## What you should do
Print out the data below in full and exactly, skipping the pictures.

Segment Start: Listed records

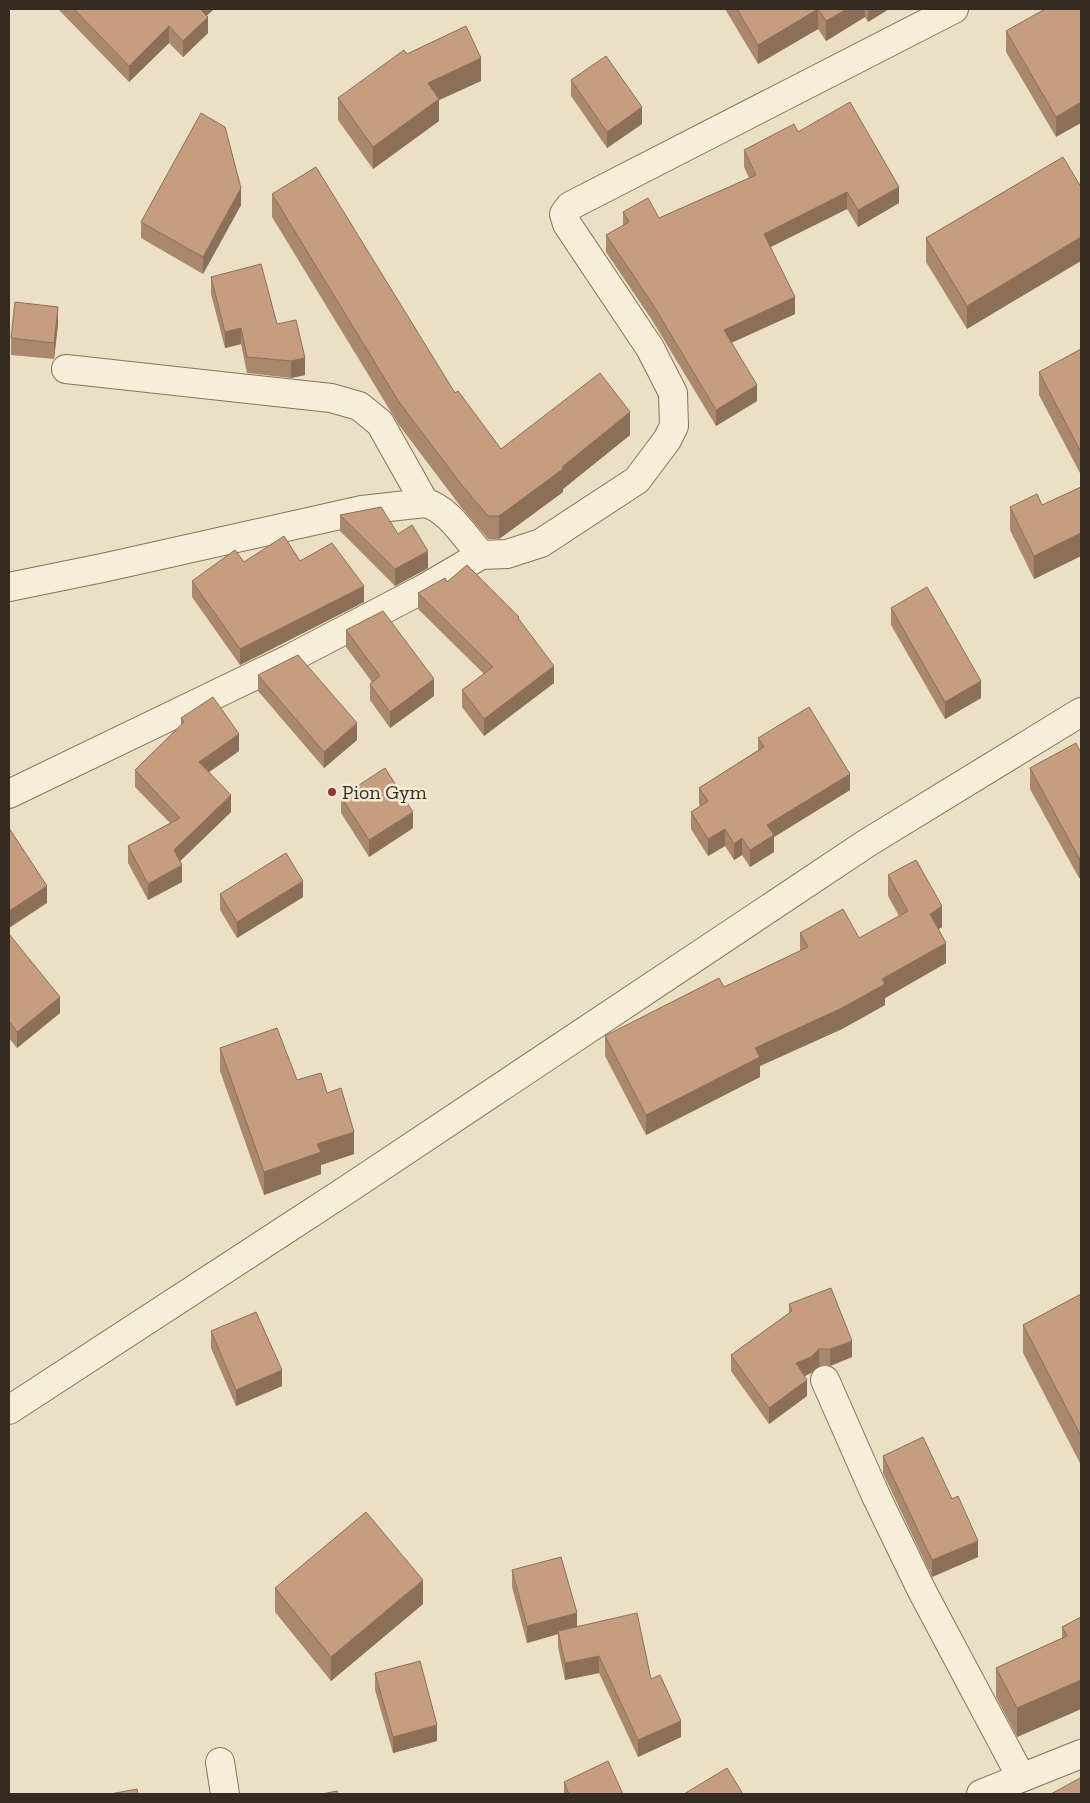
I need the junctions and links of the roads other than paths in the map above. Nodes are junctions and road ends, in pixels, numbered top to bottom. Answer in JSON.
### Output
{"nodes":[{"id":1,"x":954,"y":9,"type":"edge"},
{"id":2,"x":66,"y":369,"type":"dead end"},
{"id":3,"x":425,"y":503,"type":"junction"},
{"id":4,"x":481,"y":555,"type":"junction"},
{"id":5,"x":9,"y":587,"type":"edge"},
{"id":6,"x":1081,"y":712,"type":"edge"},
{"id":7,"x":9,"y":794,"type":"edge"},
{"id":8,"x":825,"y":1380,"type":"dead end"},
{"id":9,"x":9,"y":1410,"type":"edge"},
{"id":10,"x":1081,"y":1754,"type":"edge"},
{"id":11,"x":220,"y":1762,"type":"dead end"},
{"id":12,"x":1021,"y":1777,"type":"junction"},
{"id":13,"x":225,"y":1794,"type":"edge"},
{"id":14,"x":981,"y":1794,"type":"edge"}],
"edges":[{"from":1,"to":4,"type":"street"},
{"from":2,"to":3,"type":"street"},
{"from":3,"to":4,"type":"street"},
{"from":3,"to":5,"type":"street"},
{"from":4,"to":7,"type":"street"},
{"from":6,"to":9,"type":"street"},
{"from":8,"to":12,"type":"street"},
{"from":10,"to":12,"type":"street"},
{"from":11,"to":13,"type":"street"},
{"from":12,"to":14,"type":"street"}]}
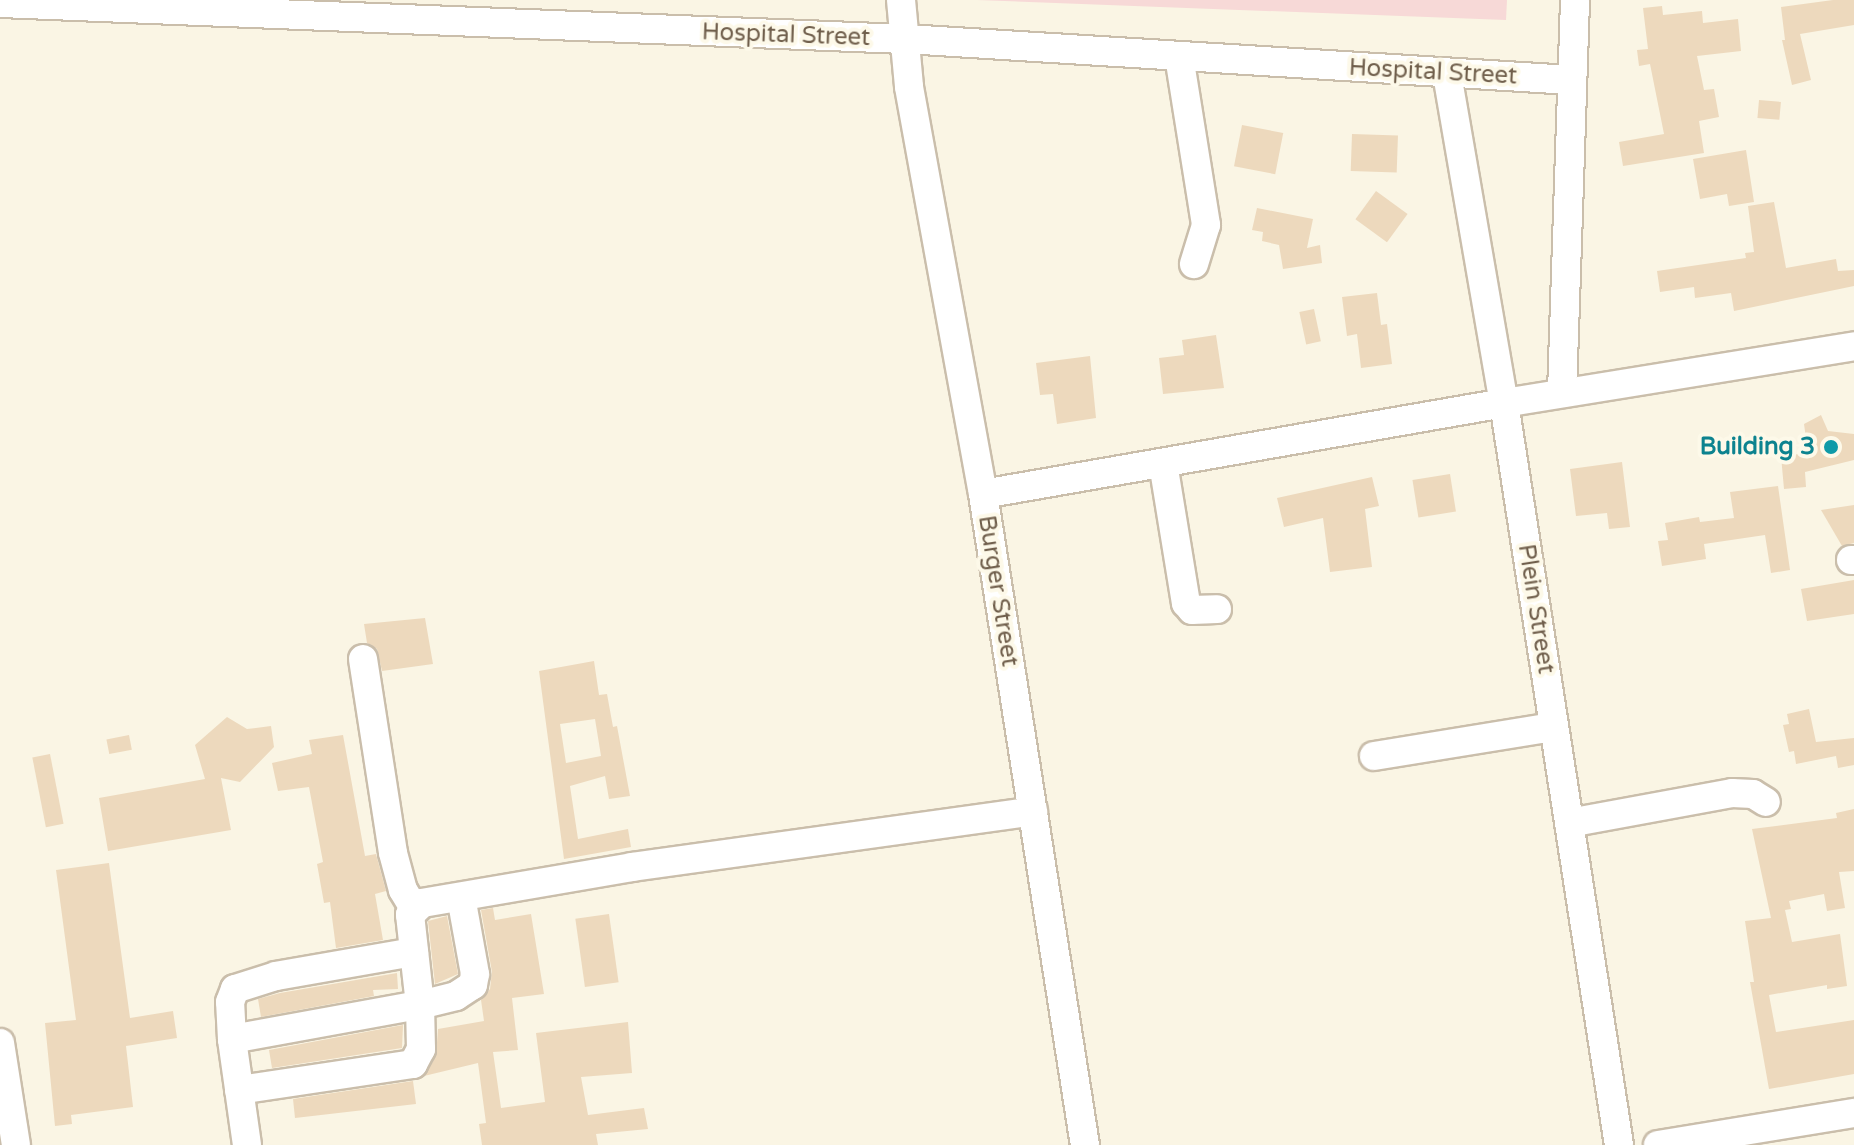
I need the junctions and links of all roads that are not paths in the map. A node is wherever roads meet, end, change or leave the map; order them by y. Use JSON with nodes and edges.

Segment End: Listed records

## Expected answer
I need the junctions and links of the roads other than paths in the map above. Nodes are junctions and road ends, in pixels, numbered top to bottom. Answer in JSON.
### Output
{"nodes":[{"id":1,"x":954,"y":9,"type":"edge"},
{"id":2,"x":66,"y":369,"type":"dead end"},
{"id":3,"x":425,"y":503,"type":"junction"},
{"id":4,"x":481,"y":555,"type":"junction"},
{"id":5,"x":9,"y":587,"type":"edge"},
{"id":6,"x":1081,"y":712,"type":"edge"},
{"id":7,"x":9,"y":794,"type":"edge"},
{"id":8,"x":825,"y":1380,"type":"dead end"},
{"id":9,"x":9,"y":1410,"type":"edge"},
{"id":10,"x":1081,"y":1754,"type":"edge"},
{"id":11,"x":220,"y":1762,"type":"dead end"},
{"id":12,"x":1021,"y":1777,"type":"junction"},
{"id":13,"x":225,"y":1794,"type":"edge"},
{"id":14,"x":981,"y":1794,"type":"edge"}],
"edges":[{"from":1,"to":4,"type":"street"},
{"from":2,"to":3,"type":"street"},
{"from":3,"to":4,"type":"street"},
{"from":3,"to":5,"type":"street"},
{"from":4,"to":7,"type":"street"},
{"from":6,"to":9,"type":"street"},
{"from":8,"to":12,"type":"street"},
{"from":10,"to":12,"type":"street"},
{"from":11,"to":13,"type":"street"},
{"from":12,"to":14,"type":"street"}]}
I need the junctions and links of all roads that are not paths in the map. A node is wherever roads meet, end, change or leave the map; order them by y. Use JSON with nodes and edges.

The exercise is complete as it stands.